In the listing that follows, tally the lines containing "center"; give the count and nothing more.

--- MATERIAL SUPPLIED Enclosed Below ---

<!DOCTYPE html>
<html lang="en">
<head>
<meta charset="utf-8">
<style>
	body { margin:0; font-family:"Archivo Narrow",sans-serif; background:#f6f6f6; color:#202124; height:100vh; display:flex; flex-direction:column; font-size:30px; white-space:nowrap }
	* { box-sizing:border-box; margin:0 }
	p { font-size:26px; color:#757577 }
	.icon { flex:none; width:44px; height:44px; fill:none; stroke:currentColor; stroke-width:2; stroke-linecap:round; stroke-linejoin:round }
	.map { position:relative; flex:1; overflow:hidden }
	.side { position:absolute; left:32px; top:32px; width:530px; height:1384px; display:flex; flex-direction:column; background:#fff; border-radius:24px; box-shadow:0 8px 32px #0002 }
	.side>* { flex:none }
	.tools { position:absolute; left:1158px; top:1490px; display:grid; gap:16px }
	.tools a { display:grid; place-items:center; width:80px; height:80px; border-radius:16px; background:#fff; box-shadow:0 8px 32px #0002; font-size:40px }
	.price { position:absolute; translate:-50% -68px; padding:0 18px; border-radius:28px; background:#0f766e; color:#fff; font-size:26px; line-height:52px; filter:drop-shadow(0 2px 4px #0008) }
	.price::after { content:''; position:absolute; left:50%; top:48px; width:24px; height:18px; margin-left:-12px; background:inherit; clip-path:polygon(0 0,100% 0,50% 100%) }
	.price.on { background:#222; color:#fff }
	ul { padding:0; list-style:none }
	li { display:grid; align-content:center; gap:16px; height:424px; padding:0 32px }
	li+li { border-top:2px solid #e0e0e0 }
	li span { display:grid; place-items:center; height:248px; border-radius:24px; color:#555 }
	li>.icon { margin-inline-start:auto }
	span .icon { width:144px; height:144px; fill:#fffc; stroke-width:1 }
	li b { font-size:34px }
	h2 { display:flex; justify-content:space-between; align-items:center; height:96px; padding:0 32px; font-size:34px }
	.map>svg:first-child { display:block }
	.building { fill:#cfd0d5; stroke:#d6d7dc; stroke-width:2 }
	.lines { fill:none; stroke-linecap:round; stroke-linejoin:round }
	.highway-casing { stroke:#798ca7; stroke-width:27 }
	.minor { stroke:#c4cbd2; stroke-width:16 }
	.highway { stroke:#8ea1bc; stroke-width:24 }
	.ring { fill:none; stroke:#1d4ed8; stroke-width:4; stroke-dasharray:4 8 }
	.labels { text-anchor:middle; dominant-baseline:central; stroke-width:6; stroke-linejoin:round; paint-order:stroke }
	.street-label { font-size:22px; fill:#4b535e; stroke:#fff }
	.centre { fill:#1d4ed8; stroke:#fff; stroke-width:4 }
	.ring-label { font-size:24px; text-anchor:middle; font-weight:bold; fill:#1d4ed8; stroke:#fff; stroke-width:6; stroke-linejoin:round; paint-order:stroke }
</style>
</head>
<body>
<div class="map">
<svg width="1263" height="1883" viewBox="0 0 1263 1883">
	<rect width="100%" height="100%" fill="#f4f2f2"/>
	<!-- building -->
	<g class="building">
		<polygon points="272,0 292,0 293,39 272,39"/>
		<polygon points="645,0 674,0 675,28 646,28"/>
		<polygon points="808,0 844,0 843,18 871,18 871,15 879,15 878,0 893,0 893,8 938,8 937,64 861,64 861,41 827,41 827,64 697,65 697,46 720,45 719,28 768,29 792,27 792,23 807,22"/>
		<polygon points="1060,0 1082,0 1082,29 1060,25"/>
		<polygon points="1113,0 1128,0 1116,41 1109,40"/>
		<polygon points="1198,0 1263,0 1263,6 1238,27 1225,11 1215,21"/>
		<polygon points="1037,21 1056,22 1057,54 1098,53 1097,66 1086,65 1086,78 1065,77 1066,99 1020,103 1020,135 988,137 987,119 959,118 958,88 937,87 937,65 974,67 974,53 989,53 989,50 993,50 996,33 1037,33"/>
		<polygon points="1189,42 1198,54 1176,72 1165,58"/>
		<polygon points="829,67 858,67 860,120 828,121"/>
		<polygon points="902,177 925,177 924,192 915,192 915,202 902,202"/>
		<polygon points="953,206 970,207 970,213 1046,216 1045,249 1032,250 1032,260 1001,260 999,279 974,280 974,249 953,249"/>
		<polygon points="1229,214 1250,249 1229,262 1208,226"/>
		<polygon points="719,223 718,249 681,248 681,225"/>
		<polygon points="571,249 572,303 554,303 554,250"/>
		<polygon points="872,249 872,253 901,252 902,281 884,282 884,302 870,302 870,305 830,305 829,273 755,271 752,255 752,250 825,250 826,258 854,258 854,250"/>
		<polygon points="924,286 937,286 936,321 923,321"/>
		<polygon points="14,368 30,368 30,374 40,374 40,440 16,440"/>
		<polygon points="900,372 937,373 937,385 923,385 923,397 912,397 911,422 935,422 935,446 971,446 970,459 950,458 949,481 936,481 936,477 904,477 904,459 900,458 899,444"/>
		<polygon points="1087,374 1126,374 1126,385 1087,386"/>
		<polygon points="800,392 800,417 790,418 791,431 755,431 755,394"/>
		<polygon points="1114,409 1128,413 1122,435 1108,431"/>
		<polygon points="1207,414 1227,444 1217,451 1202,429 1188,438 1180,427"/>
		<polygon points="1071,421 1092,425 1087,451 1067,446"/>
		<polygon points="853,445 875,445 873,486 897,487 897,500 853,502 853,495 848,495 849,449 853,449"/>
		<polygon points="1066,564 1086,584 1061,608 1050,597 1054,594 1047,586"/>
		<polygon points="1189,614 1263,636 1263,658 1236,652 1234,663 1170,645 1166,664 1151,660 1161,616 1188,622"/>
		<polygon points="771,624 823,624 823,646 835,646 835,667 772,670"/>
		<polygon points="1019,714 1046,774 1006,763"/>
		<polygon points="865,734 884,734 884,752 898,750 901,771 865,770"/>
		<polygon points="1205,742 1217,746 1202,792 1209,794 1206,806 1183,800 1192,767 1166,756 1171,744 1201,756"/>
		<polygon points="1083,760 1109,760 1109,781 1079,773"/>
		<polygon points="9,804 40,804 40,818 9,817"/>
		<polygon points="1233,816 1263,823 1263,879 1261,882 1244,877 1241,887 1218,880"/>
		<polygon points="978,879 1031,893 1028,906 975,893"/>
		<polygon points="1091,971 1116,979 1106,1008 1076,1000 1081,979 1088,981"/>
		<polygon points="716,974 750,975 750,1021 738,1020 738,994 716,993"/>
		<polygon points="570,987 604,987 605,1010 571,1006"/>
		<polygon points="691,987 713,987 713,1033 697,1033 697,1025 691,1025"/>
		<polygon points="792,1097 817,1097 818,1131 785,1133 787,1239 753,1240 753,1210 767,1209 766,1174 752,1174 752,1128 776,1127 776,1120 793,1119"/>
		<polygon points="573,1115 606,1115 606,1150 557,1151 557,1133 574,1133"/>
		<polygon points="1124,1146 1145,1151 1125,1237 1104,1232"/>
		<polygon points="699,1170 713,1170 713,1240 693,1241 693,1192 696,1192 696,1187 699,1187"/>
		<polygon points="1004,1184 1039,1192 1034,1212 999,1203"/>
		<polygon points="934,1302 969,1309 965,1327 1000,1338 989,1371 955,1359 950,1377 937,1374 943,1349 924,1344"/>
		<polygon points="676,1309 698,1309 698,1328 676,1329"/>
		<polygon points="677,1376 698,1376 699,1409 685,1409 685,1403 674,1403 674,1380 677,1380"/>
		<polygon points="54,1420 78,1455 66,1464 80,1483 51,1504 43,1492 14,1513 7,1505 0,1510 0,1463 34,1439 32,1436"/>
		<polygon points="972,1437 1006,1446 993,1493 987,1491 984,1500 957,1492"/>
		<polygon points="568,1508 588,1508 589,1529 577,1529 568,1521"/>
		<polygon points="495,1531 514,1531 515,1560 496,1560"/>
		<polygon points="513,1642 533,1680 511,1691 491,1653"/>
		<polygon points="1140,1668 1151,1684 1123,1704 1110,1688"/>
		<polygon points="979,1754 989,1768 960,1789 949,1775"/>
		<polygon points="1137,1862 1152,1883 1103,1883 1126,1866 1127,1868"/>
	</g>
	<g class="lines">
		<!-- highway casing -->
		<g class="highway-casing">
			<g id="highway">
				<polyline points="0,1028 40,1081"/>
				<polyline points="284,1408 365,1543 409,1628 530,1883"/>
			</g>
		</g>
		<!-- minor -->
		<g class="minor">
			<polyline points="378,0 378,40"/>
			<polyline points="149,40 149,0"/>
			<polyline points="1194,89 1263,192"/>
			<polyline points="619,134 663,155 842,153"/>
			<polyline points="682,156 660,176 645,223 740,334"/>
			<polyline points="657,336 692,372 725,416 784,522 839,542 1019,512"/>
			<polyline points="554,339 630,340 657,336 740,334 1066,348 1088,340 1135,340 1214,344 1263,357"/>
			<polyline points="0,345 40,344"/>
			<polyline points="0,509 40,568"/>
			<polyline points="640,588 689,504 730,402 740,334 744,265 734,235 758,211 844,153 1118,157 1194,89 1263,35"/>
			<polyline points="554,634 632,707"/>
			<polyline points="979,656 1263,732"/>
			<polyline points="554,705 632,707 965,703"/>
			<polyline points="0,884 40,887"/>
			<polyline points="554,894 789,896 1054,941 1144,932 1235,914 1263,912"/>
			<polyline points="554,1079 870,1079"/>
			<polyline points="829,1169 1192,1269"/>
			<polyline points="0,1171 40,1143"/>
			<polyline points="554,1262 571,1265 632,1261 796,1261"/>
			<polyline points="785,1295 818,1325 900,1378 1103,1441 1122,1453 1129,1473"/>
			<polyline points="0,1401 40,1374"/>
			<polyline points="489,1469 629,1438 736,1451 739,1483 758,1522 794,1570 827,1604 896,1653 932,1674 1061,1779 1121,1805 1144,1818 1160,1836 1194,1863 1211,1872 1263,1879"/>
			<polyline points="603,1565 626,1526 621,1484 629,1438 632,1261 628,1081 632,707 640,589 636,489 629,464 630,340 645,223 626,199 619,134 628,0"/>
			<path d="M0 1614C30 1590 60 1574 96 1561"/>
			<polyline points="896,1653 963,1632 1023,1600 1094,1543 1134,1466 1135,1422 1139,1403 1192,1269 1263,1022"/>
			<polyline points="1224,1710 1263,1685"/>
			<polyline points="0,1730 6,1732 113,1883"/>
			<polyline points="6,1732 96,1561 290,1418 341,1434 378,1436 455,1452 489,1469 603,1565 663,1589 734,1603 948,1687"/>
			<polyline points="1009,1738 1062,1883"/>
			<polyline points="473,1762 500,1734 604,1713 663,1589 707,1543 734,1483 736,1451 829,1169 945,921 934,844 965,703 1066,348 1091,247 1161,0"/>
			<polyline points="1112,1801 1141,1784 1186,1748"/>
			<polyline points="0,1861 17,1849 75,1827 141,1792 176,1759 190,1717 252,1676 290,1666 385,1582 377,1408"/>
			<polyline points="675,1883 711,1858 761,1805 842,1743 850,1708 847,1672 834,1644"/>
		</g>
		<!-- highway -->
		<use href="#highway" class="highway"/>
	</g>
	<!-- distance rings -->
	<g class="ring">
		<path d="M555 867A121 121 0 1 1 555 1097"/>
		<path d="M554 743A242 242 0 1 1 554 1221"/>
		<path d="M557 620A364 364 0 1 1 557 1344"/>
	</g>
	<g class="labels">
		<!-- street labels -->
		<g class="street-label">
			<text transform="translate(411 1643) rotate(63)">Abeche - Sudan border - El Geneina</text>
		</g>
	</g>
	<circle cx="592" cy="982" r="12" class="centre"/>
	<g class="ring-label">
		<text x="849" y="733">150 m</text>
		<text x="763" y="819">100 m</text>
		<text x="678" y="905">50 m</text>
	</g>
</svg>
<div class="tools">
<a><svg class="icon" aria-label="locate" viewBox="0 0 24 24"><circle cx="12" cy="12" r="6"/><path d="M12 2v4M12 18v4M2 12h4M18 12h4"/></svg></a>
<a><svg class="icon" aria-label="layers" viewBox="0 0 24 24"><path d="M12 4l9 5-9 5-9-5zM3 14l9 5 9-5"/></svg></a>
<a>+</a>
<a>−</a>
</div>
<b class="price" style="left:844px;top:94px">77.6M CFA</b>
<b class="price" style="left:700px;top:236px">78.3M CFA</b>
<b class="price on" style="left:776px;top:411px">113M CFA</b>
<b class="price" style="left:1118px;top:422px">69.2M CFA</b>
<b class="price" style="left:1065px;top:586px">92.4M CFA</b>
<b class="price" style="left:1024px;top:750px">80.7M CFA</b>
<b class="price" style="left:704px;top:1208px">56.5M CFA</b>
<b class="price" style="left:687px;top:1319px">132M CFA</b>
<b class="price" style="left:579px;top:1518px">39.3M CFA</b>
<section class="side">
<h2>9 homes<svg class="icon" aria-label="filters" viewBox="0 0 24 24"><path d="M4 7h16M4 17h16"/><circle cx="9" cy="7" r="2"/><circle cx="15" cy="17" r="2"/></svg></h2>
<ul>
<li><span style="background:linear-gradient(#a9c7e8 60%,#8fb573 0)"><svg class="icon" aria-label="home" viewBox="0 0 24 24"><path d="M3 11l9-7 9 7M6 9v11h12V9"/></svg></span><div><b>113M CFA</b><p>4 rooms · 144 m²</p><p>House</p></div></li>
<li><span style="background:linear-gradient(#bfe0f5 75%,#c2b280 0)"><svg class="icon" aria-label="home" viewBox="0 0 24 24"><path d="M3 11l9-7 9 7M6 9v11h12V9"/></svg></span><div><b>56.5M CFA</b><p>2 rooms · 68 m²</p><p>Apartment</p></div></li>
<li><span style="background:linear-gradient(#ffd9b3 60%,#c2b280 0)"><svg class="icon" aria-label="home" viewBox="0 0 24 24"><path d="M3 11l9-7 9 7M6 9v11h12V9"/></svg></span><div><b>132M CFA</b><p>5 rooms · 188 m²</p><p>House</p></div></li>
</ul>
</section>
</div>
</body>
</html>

--- End of Enclosed MATERIAL SUPPLIED ---

EXERCISE SOLUTION — 4